Physical Activities to Keep Toddlers Active
Physical activity is vital for your toddler’s development and to help him/her maintain a normal weight.
The Department of Health recommends that children under five years who can walk should be active for at least three hours each day.
Unless your toddler’s sleeping, he shouldn’t be sitting still for more than 60 minutes at a time. Notice how much time your toddler spends sitting or lying down and look for ways to encourage physical activity.
Here are some great tips for nurturing your toddler’s natural need to move, play, run, jump, climb, and explore.
How Does Physical Activity Benefit Toddlers?
- It helps:
- Build self-esteem
- Increase stability
- Keep and build muscles, heart, and bones stronger
- Enhance motor skills
- Improve cognitive skills
- Treat ADHD (2)
Here are fun Activities that will Keep Your Toddler Physically Active and Healthy!

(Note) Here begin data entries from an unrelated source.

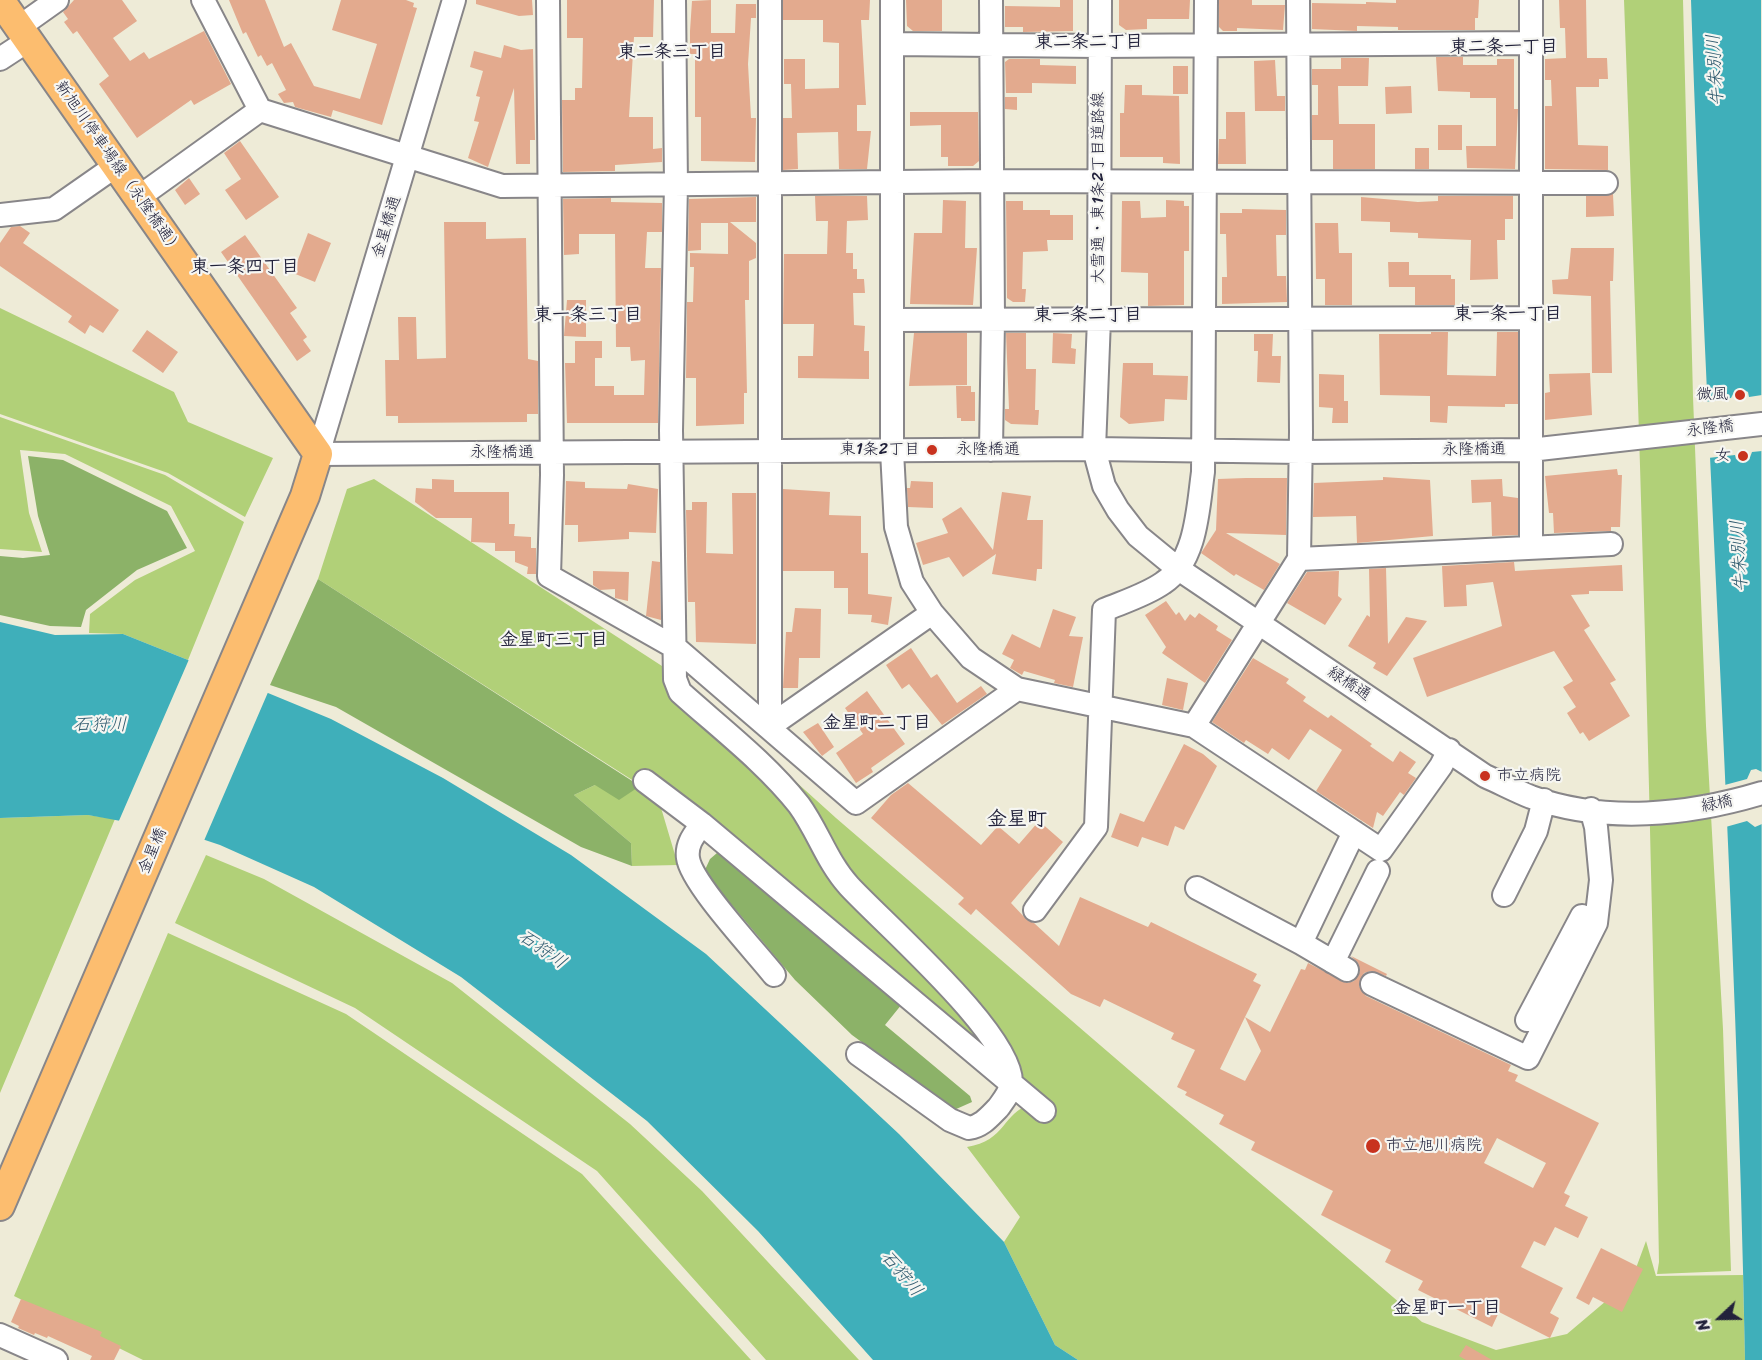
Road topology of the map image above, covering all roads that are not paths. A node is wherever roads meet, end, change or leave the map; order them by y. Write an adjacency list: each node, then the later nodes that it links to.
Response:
1 (0, 0): 14 (main road, 新旭川停車場線（永隆橋通）)
2 (57, 0): 14 (street)
3 (203, 0): 22 (street)
4 (454, 0): 23 (street, 金星橋通)
5 (548, 0): 34 (street)
6 (674, 0): 32 (street)
7 (770, 0): 33 (street)
8 (892, 0): 16 (street)
9 (991, 0): 17 (street)
10 (1100, 0): 20 (street, 大雪通・東1条2丁目道路線)
11 (1206, 0): 18 (street)
12 (1298, 0): 19 (street)
13 (1531, 0): 15 (street)
14 (24, 34): 21 (street); 24 (main road, 新旭川停車場線（永隆橋通）)
15 (1532, 43): 19 (street); 30 (street)
16 (892, 44): 17 (street); 27 (street)
17 (990, 44): 20 (street); 25 (street)
18 (1206, 44): 19 (street); 20 (street); 26 (street)
19 (1298, 44): 29 (street)
20 (1100, 46): 28 (street, 大雪通・東1条2丁目道路線)
21 (0, 59)
22 (261, 110): 23 (street); 35 (street)
23 (409, 155): 34 (street); 54 (street, 金星橋通)
24 (117, 165): 35 (main road, 新旭川停車場線（永隆橋通）); 36 (street)
25 (993, 181): 27 (street); 28 (street); 39 (street)
26 (1205, 181): 28 (street); 29 (street); 41 (street)
27 (891, 182): 33 (street); 42 (street)
28 (1099, 182): 40 (street, 大雪通・東1条2丁目道路線)
29 (1300, 182): 30 (street); 37 (street)
30 (1531, 182): 31 (street); 38 (street)
31 (1606, 183)
32 (676, 184): 33 (street); 34 (street); 50 (street)
33 (771, 184): 48 (street)
34 (549, 186): 53 (street)
35 (139, 197): 54 (main road, 新旭川停車場線（永隆橋通）)
36 (0, 215)
37 (1300, 318): 38 (street); 41 (street); 52 (street)
38 (1531, 318): 47 (street)
39 (993, 319): 40 (street); 42 (street); 46 (street)
40 (1099, 319): 41 (street); 45 (street, 大雪通・東1条2丁目道路線)
41 (1206, 319): 51 (street)
42 (892, 320): 49 (street)
43 (1762, 424): 44 (street, 永隆橋)
44 (1657, 435): 47 (street, 永隆橋通)
45 (1094, 449): 46 (street, 永隆橋通); 51 (street, 永隆橋通); 58 (street, 緑橋通)
46 (991, 450): 49 (street, 永隆橋通)
47 (1530, 450): 52 (street, 永隆橋通); 56 (street)
48 (769, 451): 49 (street, 永隆橋通); 50 (street, 永隆橋通); 64 (street)
49 (892, 451): 59 (street)
50 (671, 452): 53 (street, 永隆橋通); 61 (street)
51 (1203, 452): 52 (street, 永隆橋通); 58 (street)
52 (1301, 452): 57 (street)
53 (550, 453): 54 (street, 永隆橋通); 61 (street)
54 (318, 454): 88 (main road, 金星橋)
55 (1611, 544): 56 (street)
56 (1530, 548): 57 (street)
57 (1299, 560): 60 (street)
58 (1177, 568): 60 (street, 緑橋通); 63 (street)
59 (932, 613): 62 (street); 64 (street)
60 (1259, 623): 65 (street); 66 (street, 緑橋通)
61 (676, 648): 64 (street); 86 (street)
62 (1017, 689): 63 (street); 64 (street)
63 (1100, 706): 65 (street); 79 (street)
64 (770, 726)
65 (1194, 726): 73 (street)
66 (1449, 750): 69 (street, 緑橋通); 73 (street)
67 (645, 782): 72 (street)
68 (1762, 792): 71 (street, 緑橋)
69 (1544, 800): 70 (street, 緑橋通); 77 (street)
70 (1591, 809): 71 (street, 緑橋通); 75 (street)
71 (1672, 812)
72 (702, 824): 82 (street); 86 (street)
73 (1354, 832): 78 (street)
74 (1378, 872): 80 (street)
75 (1601, 880): 83 (street); 84 (street)
76 (1197, 888): 81 (street)
77 (1504, 895)
78 (1324, 896): 80 (street); 81 (street)
79 (1035, 910)
80 (1358, 912): 81 (street)
81 (1301, 943)
82 (774, 975)
83 (1372, 984)
84 (1527, 1020)
85 (858, 1054): 86 (street)
86 (1011, 1083): 87 (street)
87 (1044, 1111)
88 (0, 1206)
89 (0, 1335): 90 (street)
90 (56, 1360)

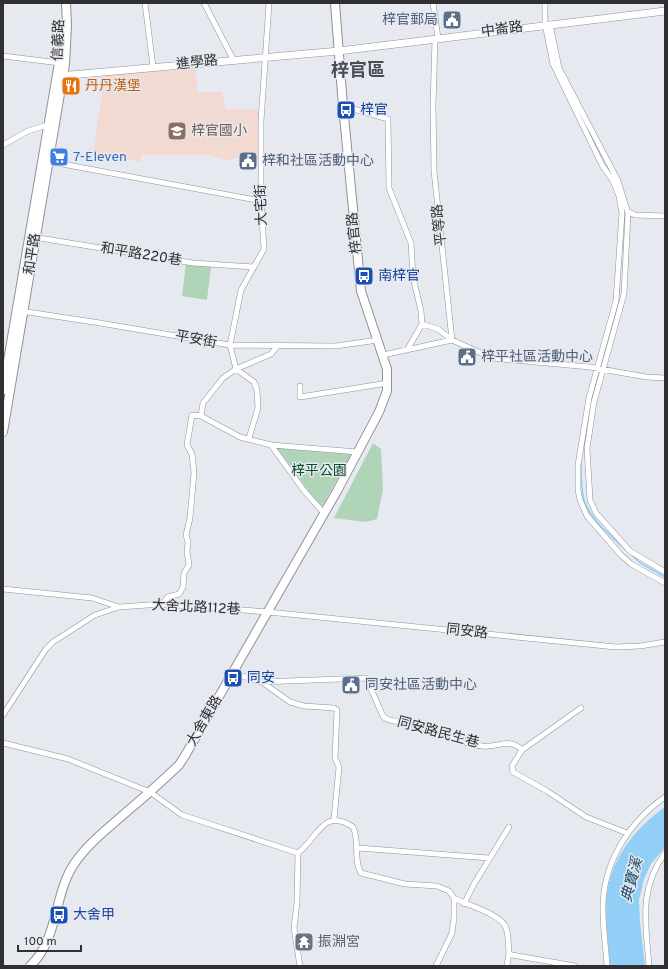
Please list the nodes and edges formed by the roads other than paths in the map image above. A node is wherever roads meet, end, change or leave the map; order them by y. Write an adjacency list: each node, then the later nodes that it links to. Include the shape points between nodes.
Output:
1 (60, 3): 16 (main road, 信義路)
2 (66, 3): 16 (main road, 信義路, via 67,25)
3 (145, 3): 17 (street)
4 (204, 3): 15 (street)
5 (270, 3): 14 (street, 大宅街)
6 (335, 3): 12 (main road, 梓官路)
7 (433, 3): 11 (street, 平等路)
8 (545, 3): 10 (street)
9 (665, 11): 10 (street, 中崙路)
10 (548, 24): 11 (street, 中崙路); 24 (street, via 560,68 613,182)
11 (437, 39): 12 (street, 中崙路); 32 (street, 平等路, via 433,105 434,171)
12 (339, 51): 14 (street, 進學路); 19 (main road, 梓官路)
13 (3, 56): 16 (street)
14 (266, 57): 15 (street, 進學路); 23 (street, 大宅街, via 262,88)
15 (233, 59): 17 (street, 進學路)
16 (62, 63): 18 (main road, 信義路)
17 (153, 67): 18 (street, 進學路)
18 (60, 76): 20 (main road, 和平路); 22 (main road, 和平路)
19 (343, 106): 30 (street, via 388,119 389,188 410,243 413,277); 31 (main road, 梓官路, via 361,291)
20 (47, 125): 21 (street, via 28,131); 22 (main road, 和平路)
21 (3, 145)
22 (45, 161): 23 (street); 26 (main road, 和平路)
23 (261, 201): 27 (street, 大宅街, via 264,248)
24 (625, 214): 25 (street); 28 (street)
25 (665, 216)
26 (32, 236): 27 (street, 和平路220巷, via 193,263); 29 (main road, 和平路)
27 (254, 267): 33 (street, 大宅街, via 241,290)
28 (620, 293): 37 (street); 39 (street)
29 (20, 311): 33 (street, 平安街); 40 (main road, 和平路); 46 (main road, 和平路)
30 (422, 324): 32 (street, via 438,329); 35 (street)
31 (378, 340): 34 (street, 平安街, via 336,346); 36 (main road, 梓官路)
32 (452, 340): 35 (street); 37 (street, via 492,358)
33 (230, 345): 34 (street, 平安街); 38 (street)
34 (278, 345): 38 (street, via 271,354)
35 (407, 350): 36 (street)
36 (383, 356): 42 (main road, 梓官路)
37 (597, 368): 39 (street); 52 (street, via 589,398 579,459 580,500 587,516 620,555)
38 (236, 369): 45 (street, via 223,378 203,403); 47 (street, via 254,382 258,394 258,408)
39 (604, 369): 41 (street, via 646,378); 51 (street, via 594,402 587,448 590,500 596,513 630,551)
40 (4, 375): 44 (main road, 和平路)
41 (665, 378)
42 (388, 383): 43 (street, via 300,397); 49 (main road, 梓官路, via 382,405)
43 (300, 386)
44 (3, 390)
45 (201, 416): 47 (street, via 233,434); 54 (street, via 192,415 186,445 192,454 194,473 186,535 189,565 184,573 183,587 179,594 168,597)
46 (3, 432)
47 (249, 438): 48 (street)
48 (271, 445): 49 (street); 50 (street)
49 (358, 452): 50 (main road, 大舍東路)
50 (324, 514): 56 (main road, 大舍東路)
51 (665, 572)
52 (665, 583)
53 (3, 589): 55 (street, via 92,598)
54 (162, 604): 55 (street, 大舍北路112巷); 56 (street, 大舍北路112巷)
55 (119, 607): 61 (street, 大舍北路112巷, via 85,620 53,642)
56 (268, 612): 57 (street, 同安路, via 616,647); 58 (main road, 大舍東路)
57 (665, 642)
58 (233, 672): 59 (street); 64 (main road, 大舍東路, via 183,759)
59 (261, 682): 63 (street, 同安路民生巷, via 366,678 386,720 411,724 444,737 477,745 513,743); 66 (street, via 290,702 337,710 335,758 339,767)
60 (581, 708): 63 (street)
61 (3, 715)
62 (3, 743): 64 (street, via 68,759)
63 (522, 750): 68 (street, via 512,766 513,772 586,817)
64 (150, 792): 70 (street, via 182,815); 76 (main road, 大舍東路, via 105,831 74,864 68,874 48,942 41,955)
65 (665, 797): 68 (street, via 643,814)
66 (334, 819): 69 (street, via 353,827); 70 (street, via 325,822 308,845)
67 (509, 827): 72 (street)
68 (627, 833): 81 (street, via 609,870 604,896)
69 (358, 848): 72 (street); 73 (street, via 358,869 361,874 405,884 437,886 449,891)
70 (298, 853): 77 (street, via 298,903 294,928)
71 (665, 853): 82 (street, via 653,873 646,898)
72 (489, 858): 74 (street)
73 (454, 898): 74 (street); 78 (street, via 452,933)
74 (464, 904): 75 (street, via 486,912 504,924)
75 (509, 953): 79 (street); 80 (street, via 544,962)
76 (30, 966)
77 (300, 966)
78 (436, 966)
79 (507, 966)
80 (575, 966)
81 (607, 966)
82 (649, 966)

The approach is taken to build a strong foundation for a child’s emotional, social, physical and mental development, which will prepare them for a lifetime.
Early childhood educators are trained in identifying areas where support is needed for each child and building programs and activities around these.
Their peers are also extremely important in this regard, as preschoolers are usually helpful, cooperative and inclusive.
You don’t need a backyard to play a game of soccer. Start by setting up a net on opposite ends of the hallway by placing some masking tape on the floor.
After dividing into teams, grab a small plastic ball and let the fun begin.
Gather a few stuffed animals, crank up some tunes, and boogie until one observer (Mom or Dad) pauses the music.
Dancers must freeze, and if anyone moves before you start the music again, he must pick a stuffed “dance partner.” Keep dancing (and pausing) until all the animals are in play.
Then, when someone moves, he must take an animal from an opponent. Dance until one person has all the animals or you’re wiped out!
Dump a pile of cotton balls on the floor in your child’s bedroom and place an empty bowl on the floor in another room.
Set a timer for four minutes, and have your child move all the cotton balls from his room into the bowl—using a spoon and crawling on hands and knees.
The cotton balls are so light, they’re likely to go flying if he isn’t careful. If he makes it, challenge him to do it in three minutes!
Marble Toe Race
Find two large bowls, fill the first bowl with water and place some marbles inside.
Ask your little guy to pick up the marbles and place them in another bowl by using only his feet. The first one who can get all the marbles in the other bowl wins.
If you don’t want to get your floors wet, lay towels on the floor, or skip the water component entirely.
When the bad weather has you dreaming of sunnier times on the beach, play crab carry.
Teach your little one how to walk like a crabby placing their palms and feet to the floor while raising their stomach up to face the sky.
Staying in that pose, let them see how long they can balance something like a bean bag on their belly. Crab races are also another fun option.
Place a large bowl or bucket in each room and give each player a rolled-up sock.
Have the players stand in the doorway and take aim, trying to get their sock into the bowl.
As each player scores, he progresses to the next room. The first person to complete the entire circuit is the winner.
As long as you make sure that you’re not too close to furniture or breakables, hula-hooping is a great indoor activity that helps strengthen your child’s core muscles.
If you’re looking to switch things up a bit, try hula-hooping while walking backward, or spin the hoop around your ankle or arm.
Get creative and use whatever you have around the house to build a toddler-appropriate obstacle course.
Set up a climb over a big pillow followed by a crawl through a cardboard box, a circle around a footstool, and finally a dash through a doorway.
Add to the fun of this toddler activity by starting the race with a whistle blow and taping up a paper ribbon in the doorway to break through at the finish line.
Pick several toys or other objects and hide them around your home. You can create a list with drawings or pictures of the objects and help your toddler cross them off.
Don’t hide things in difficult spots and exercise caution when hiding beloved objects like security blankets or pacifiers.
Some toddlers love this and think it’s very fun to find them, while others meltdown at the mere thought.